Re: Nicest UTF

From: Marcin 'Qrczak' Kowalczyk (
Date: Wed Dec 08 2004 - 17:53:31 CST

  • Next message: Lisa Moore: "Re: IUC27 Unicode, Cultural Diversity, and Multilingual Computing / Africa is forgotten once again."

    John Cowan <> writes:

    >> String equality in a programming language should not treat composed
    >> and decomposed forms as equal. Not this level of abstraction.
    > Well, that assumes that there's a special "string equality" predicate,
    > as distinct from just having various predicates that DWIM.

    No, I meant the default generic equality predicate when applied to two

    > It's a broken opening tag.

    Ok, so it's the conversion from raw text to escaped character
    references which should treat combining characters specially.

    What about < with combining acute, which doesn't have a precomposed
    form? A broken opening tag or a valid text character?

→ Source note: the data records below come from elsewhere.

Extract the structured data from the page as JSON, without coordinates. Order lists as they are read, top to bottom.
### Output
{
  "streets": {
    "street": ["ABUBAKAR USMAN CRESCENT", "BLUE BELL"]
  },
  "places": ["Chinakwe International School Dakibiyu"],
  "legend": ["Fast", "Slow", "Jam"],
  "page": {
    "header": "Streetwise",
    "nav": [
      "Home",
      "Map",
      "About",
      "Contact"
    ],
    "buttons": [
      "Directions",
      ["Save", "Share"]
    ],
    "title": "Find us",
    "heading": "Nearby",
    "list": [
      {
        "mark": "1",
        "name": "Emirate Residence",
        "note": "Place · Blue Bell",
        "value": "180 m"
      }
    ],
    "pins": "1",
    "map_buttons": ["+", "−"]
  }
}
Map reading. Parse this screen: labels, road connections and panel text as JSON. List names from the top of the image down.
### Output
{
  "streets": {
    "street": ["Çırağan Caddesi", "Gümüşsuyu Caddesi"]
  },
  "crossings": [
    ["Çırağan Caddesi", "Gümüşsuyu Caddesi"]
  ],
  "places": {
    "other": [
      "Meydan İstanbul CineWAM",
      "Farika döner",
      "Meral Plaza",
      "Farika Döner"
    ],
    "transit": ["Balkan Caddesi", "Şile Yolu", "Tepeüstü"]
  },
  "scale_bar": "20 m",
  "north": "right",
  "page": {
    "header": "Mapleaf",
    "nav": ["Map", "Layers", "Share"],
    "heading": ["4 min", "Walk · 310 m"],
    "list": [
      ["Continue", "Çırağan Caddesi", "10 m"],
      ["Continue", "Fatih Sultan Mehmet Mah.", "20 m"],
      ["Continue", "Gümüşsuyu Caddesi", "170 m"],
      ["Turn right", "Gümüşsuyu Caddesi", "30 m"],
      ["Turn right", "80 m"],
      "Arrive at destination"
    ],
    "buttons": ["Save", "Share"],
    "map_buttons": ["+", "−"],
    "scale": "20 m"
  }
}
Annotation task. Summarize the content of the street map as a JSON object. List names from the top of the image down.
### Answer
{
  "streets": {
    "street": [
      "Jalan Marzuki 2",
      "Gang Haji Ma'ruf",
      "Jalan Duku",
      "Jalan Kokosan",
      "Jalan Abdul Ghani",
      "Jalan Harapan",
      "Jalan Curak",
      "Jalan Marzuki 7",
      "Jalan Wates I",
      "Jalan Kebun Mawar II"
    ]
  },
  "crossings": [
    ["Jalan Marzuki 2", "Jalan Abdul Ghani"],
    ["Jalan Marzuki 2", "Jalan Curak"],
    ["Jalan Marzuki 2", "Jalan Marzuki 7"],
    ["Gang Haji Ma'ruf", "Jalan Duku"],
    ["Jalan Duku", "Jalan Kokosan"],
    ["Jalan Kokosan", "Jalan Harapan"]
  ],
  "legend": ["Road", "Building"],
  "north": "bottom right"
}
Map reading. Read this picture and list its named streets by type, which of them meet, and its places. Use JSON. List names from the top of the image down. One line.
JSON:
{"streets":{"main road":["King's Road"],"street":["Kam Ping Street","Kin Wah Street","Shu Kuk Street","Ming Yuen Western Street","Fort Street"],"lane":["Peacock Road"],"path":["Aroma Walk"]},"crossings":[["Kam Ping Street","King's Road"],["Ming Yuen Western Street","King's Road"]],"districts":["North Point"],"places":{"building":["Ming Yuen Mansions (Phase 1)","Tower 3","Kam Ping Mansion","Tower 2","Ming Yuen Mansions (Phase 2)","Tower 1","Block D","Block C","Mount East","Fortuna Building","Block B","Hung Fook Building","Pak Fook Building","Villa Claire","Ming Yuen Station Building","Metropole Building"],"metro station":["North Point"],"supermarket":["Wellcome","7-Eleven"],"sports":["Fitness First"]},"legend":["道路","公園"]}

    What about &#65;ACUTE where ACUTE stands for combining acute? Is this
    A with acute, or a broken character reference which ends with an
    accented semicolon?

    If it's a broken character reference, then what about A&#769; (769 is
    the code for combining acute if I'm not mistaken)? If *this* is A with
    acute, then it's inconsistent: here combining accents are processed
    after resolving numeric character references, and previously it was
    in the opposite order. OTOH if this is something else, then it's
    impossible to represent letters without precomposed forms with numeric
    character references.

    The general trouble is that numeric character references can only
    encode individual code points rather than graphemes (is this a correct
    term for a non-combining code point with a sequence of combining code
    points?). So if XML is supposed to be treated as a sequence of
    graphemes, weird effects arise in the above boundary cases...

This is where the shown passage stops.